- [What to do]: Each line of the records that follow must come back exactly, with pictures skipped.

- [Working data]:
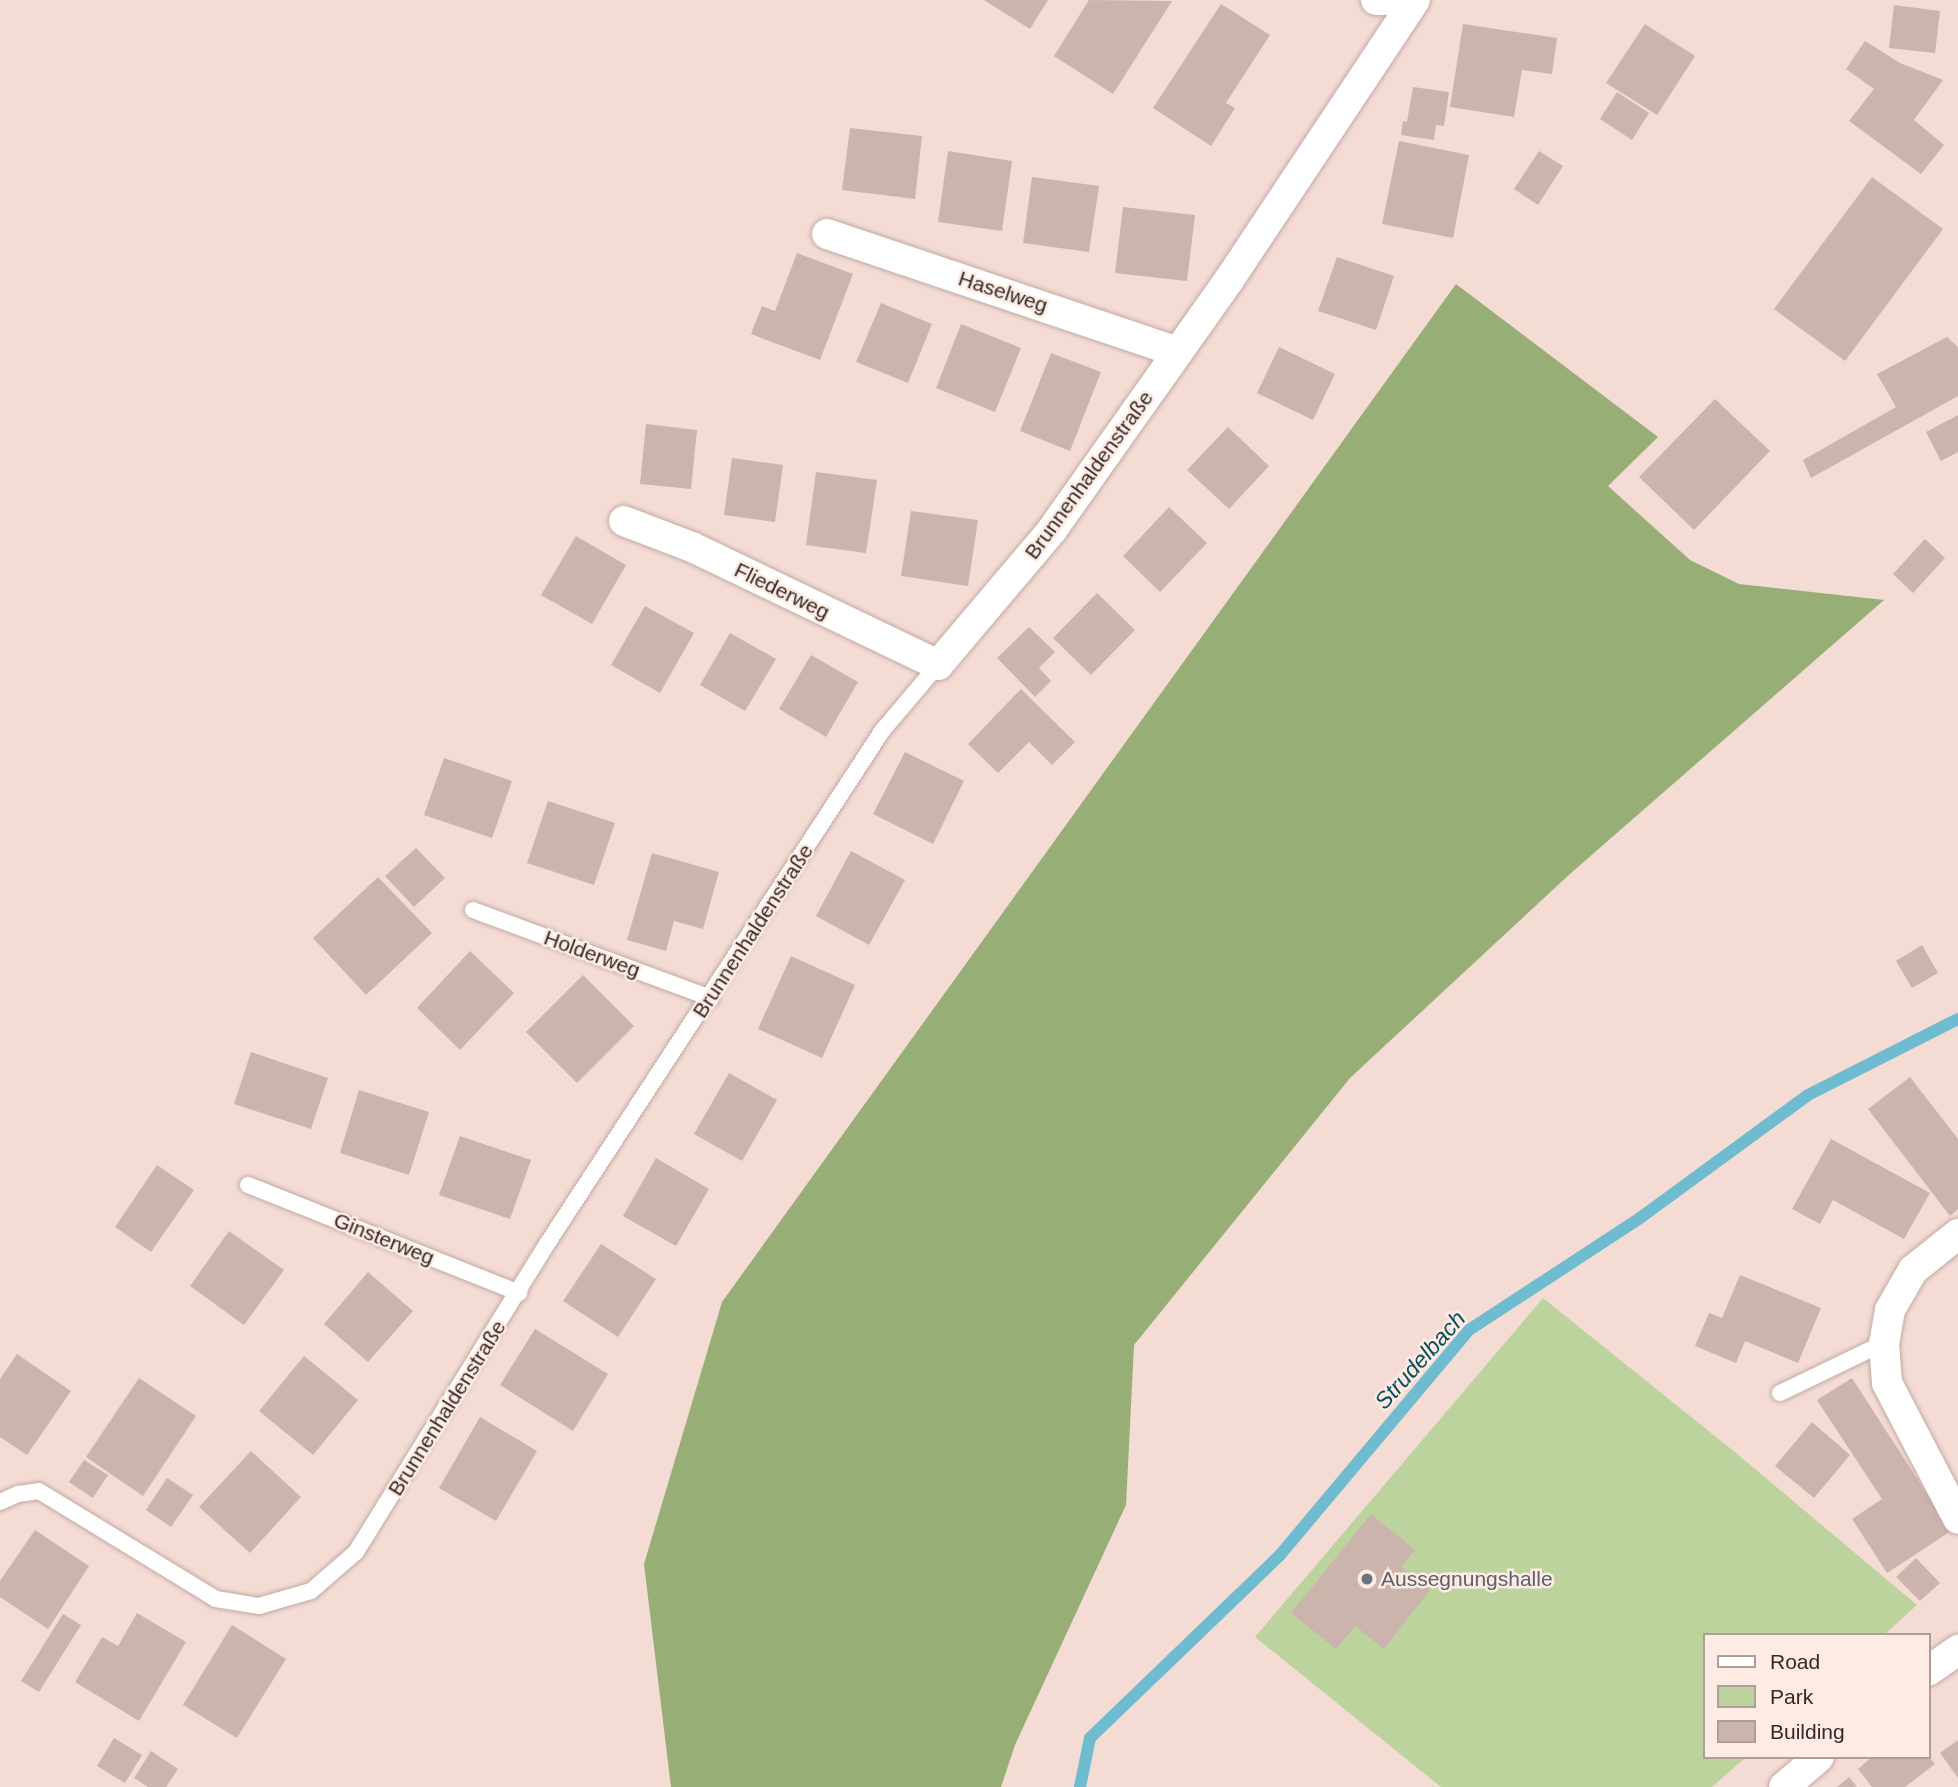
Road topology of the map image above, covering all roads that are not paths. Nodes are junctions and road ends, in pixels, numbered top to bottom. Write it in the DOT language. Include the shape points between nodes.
graph roads {
  1 [pos="1376,0"];
  2 [pos="1385,0"];
  3 [pos="1415,0"];
  4 [pos="827,234"];
  5 [pos="1178,352"];
  6 [pos="624,522"];
  7 [pos="938,665"];
  8 [pos="474,910"];
  9 [pos="711,998"];
  10 [pos="248,1185"];
  11 [pos="1958,1234"];
  12 [pos="519,1293"];
  13 [pos="1884,1343"];
  14 [pos="1780,1393"];
  15 [pos="0,1502"];
  16 [pos="1958,1519"];
  17 [pos="1958,1650"];
  18 [pos="1930,1670"];
  19 [pos="1817,1759"];
  20 [pos="1784,1787"];
  1 -- 2 [label="street"];
  3 -- 5 [label="street, Brunnenhaldenstraße"];
  4 -- 5 [label="street, Haselweg"];
  5 -- 7 [label="street, Brunnenhaldenstraße" via="1052,530"];
  6 -- 7 [label="street, Fliederweg" via="692,547"];
  7 -- 9 [label="lane, Brunnenhaldenstraße" via="883,731"];
  8 -- 9 [label="lane, Holderweg"];
  9 -- 12 [label="lane, Brunnenhaldenstraße"];
  10 -- 12 [label="lane, Ginsterweg"];
  11 -- 13 [label="street" via="1913,1270 1890,1310"];
  12 -- 15 [label="lane, Brunnenhaldenstraße" via="356,1552 311,1591 259,1606 216,1599 39,1491"];
  13 -- 14 [label="lane"];
  13 -- 16 [label="street" via="1887,1383"];
  17 -- 18 [label="street"];
  19 -- 20 [label="street"];
}
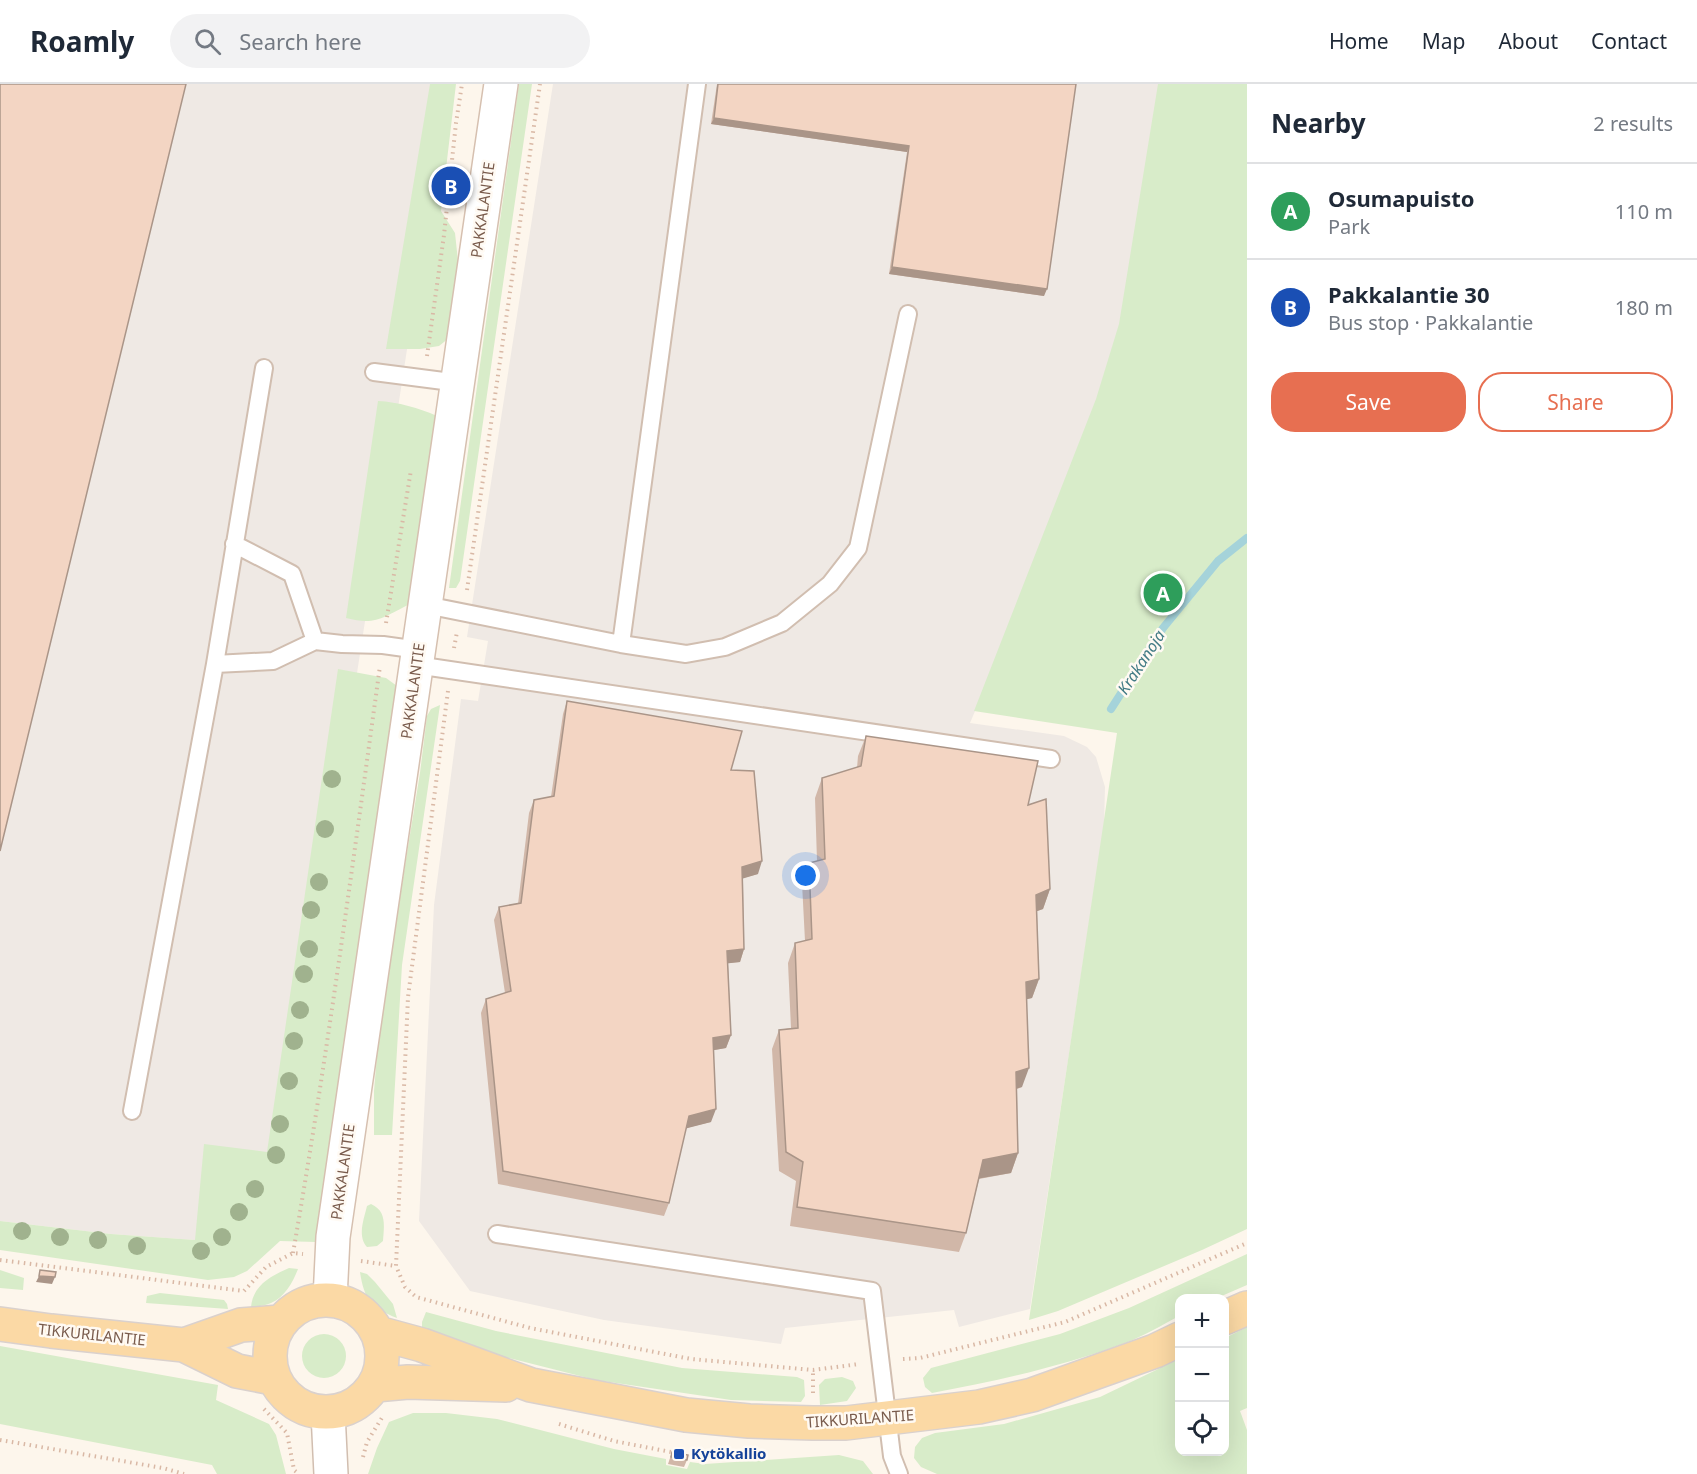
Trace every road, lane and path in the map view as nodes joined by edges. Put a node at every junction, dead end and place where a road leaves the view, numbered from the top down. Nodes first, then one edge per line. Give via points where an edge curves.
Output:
1 (501, 84) edge
2 (697, 84) edge
3 (908, 314) dead end
4 (264, 368) dead end
5 (374, 372) dead end
6 (459, 383) junction
7 (234, 544) junction
8 (426, 605) junction
9 (315, 640) junction
10 (621, 644) junction
11 (418, 658) junction
12 (214, 664) junction
13 (1051, 759) dead end
14 (132, 1111) dead end
15 (497, 1234) dead end
16 (1247, 1243) edge
17 (293, 1253) dead end
18 (0, 1260) edge
19 (396, 1266) dead end
20 (330, 1299) junction
21 (1247, 1308) edge
22 (1229, 1316) edge
23 (280, 1322) junction
24 (0, 1324) edge
25 (378, 1333) junction
26 (1175, 1342) edge
27 (184, 1345) junction
28 (881, 1361) junction
29 (273, 1378) junction
30 (531, 1385) junction
31 (381, 1398) junction
32 (254, 1405) dead end
33 (328, 1413) junction
34 (888, 1419) junction
35 (0, 1440) edge
36 (362, 1459) dead end
37 (184, 1474) edge
38 (299, 1474) edge
39 (332, 1474) edge
40 (899, 1474) edge

1 - 6 main road, PAKKALANTIE
2 - 10 lane
3 - 10 lane via 858,548 830,584 782,623 725,647 686,654
4 - 7 lane
5 - 6 lane
6 - 8 main road, PAKKALANTIE
7 - 9 lane via 292,574
7 - 12 lane
8 - 10 lane
8 - 11 main road, PAKKALANTIE
9 - 11 lane via 382,645
9 - 12 lane via 273,661
11 - 13 lane
11 - 20 main road, PAKKALANTIE via 333,1237
12 - 14 lane
15 - 28 lane via 872,1291
16 - 28 path via 1065,1322 920,1358
17 - 18 path via 266,1267 244,1290
19 - 28 path via 405,1287 416,1297 541,1330 702,1360 813,1370
20 - 23 main road via 310,1301 289,1312
20 - 25 main road via 352,1305 368,1317
21 - 22 main road
23 - 27 main road, TIKKURILANTIE via 241,1325
23 - 29 main road via 269,1356
24 - 27 main road, TIKKURILANTIE
25 - 30 main road, TIKKURILANTIE
25 - 31 main road via 383,1350
26 - 34 main road, TIKKURILANTIE via 1032,1395 979,1407
27 - 29 main road, TIKKURILANTIE via 237,1371
28 - 34 lane
29 - 33 main road via 280,1391 301,1407
30 - 31 main road, TIKKURILANTIE via 408,1382
30 - 34 main road, TIKKURILANTIE via 686,1415 738,1420 846,1423
31 - 33 main road
31 - 36 path
32 - 38 path via 264,1409 286,1433 294,1470
33 - 39 main road
34 - 40 lane via 892,1456
35 - 37 path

- [Exercise response]:
Road topology of the map image above, covering all roads that are not paths. Nodes are junctions and road ends, in pixels, numbered top to bottom. Write it in the DOT language. Include the shape points between nodes.
graph roads {
  1 [pos="1376,0"];
  2 [pos="1385,0"];
  3 [pos="1415,0"];
  4 [pos="827,234"];
  5 [pos="1178,352"];
  6 [pos="624,522"];
  7 [pos="938,665"];
  8 [pos="474,910"];
  9 [pos="711,998"];
  10 [pos="248,1185"];
  11 [pos="1958,1234"];
  12 [pos="519,1293"];
  13 [pos="1884,1343"];
  14 [pos="1780,1393"];
  15 [pos="0,1502"];
  16 [pos="1958,1519"];
  17 [pos="1958,1650"];
  18 [pos="1930,1670"];
  19 [pos="1817,1759"];
  20 [pos="1784,1787"];
  1 -- 2 [label="street"];
  3 -- 5 [label="street, Brunnenhaldenstraße"];
  4 -- 5 [label="street, Haselweg"];
  5 -- 7 [label="street, Brunnenhaldenstraße" via="1052,530"];
  6 -- 7 [label="street, Fliederweg" via="692,547"];
  7 -- 9 [label="lane, Brunnenhaldenstraße" via="883,731"];
  8 -- 9 [label="lane, Holderweg"];
  9 -- 12 [label="lane, Brunnenhaldenstraße"];
  10 -- 12 [label="lane, Ginsterweg"];
  11 -- 13 [label="street" via="1913,1270 1890,1310"];
  12 -- 15 [label="lane, Brunnenhaldenstraße" via="356,1552 311,1591 259,1606 216,1599 39,1491"];
  13 -- 14 [label="lane"];
  13 -- 16 [label="street" via="1887,1383"];
  17 -- 18 [label="street"];
  19 -- 20 [label="street"];
}
Trace every road, lane and path in the map view as nodes joined by edges. Put a node at every junction, dead end and place where a road leaves the view, numbered from the top down. Nodes first, then one edge per line. Give via points where an edge curves.
Output:
1 (501, 84) edge
2 (697, 84) edge
3 (908, 314) dead end
4 (264, 368) dead end
5 (374, 372) dead end
6 (459, 383) junction
7 (234, 544) junction
8 (426, 605) junction
9 (315, 640) junction
10 (621, 644) junction
11 (418, 658) junction
12 (214, 664) junction
13 (1051, 759) dead end
14 (132, 1111) dead end
15 (497, 1234) dead end
16 (1247, 1243) edge
17 (293, 1253) dead end
18 (0, 1260) edge
19 (396, 1266) dead end
20 (330, 1299) junction
21 (1247, 1308) edge
22 (1229, 1316) edge
23 (280, 1322) junction
24 (0, 1324) edge
25 (378, 1333) junction
26 (1175, 1342) edge
27 (184, 1345) junction
28 (881, 1361) junction
29 (273, 1378) junction
30 (531, 1385) junction
31 (381, 1398) junction
32 (254, 1405) dead end
33 (328, 1413) junction
34 (888, 1419) junction
35 (0, 1440) edge
36 (362, 1459) dead end
37 (184, 1474) edge
38 (299, 1474) edge
39 (332, 1474) edge
40 (899, 1474) edge

1 - 6 main road, PAKKALANTIE
2 - 10 lane
3 - 10 lane via 858,548 830,584 782,623 725,647 686,654
4 - 7 lane
5 - 6 lane
6 - 8 main road, PAKKALANTIE
7 - 9 lane via 292,574
7 - 12 lane
8 - 10 lane
8 - 11 main road, PAKKALANTIE
9 - 11 lane via 382,645
9 - 12 lane via 273,661
11 - 13 lane
11 - 20 main road, PAKKALANTIE via 333,1237
12 - 14 lane
15 - 28 lane via 872,1291
16 - 28 path via 1065,1322 920,1358
17 - 18 path via 266,1267 244,1290
19 - 28 path via 405,1287 416,1297 541,1330 702,1360 813,1370
20 - 23 main road via 310,1301 289,1312
20 - 25 main road via 352,1305 368,1317
21 - 22 main road
23 - 27 main road, TIKKURILANTIE via 241,1325
23 - 29 main road via 269,1356
24 - 27 main road, TIKKURILANTIE
25 - 30 main road, TIKKURILANTIE
25 - 31 main road via 383,1350
26 - 34 main road, TIKKURILANTIE via 1032,1395 979,1407
27 - 29 main road, TIKKURILANTIE via 237,1371
28 - 34 lane
29 - 33 main road via 280,1391 301,1407
30 - 31 main road, TIKKURILANTIE via 408,1382
30 - 34 main road, TIKKURILANTIE via 686,1415 738,1420 846,1423
31 - 33 main road
31 - 36 path
32 - 38 path via 264,1409 286,1433 294,1470
33 - 39 main road
34 - 40 lane via 892,1456
35 - 37 path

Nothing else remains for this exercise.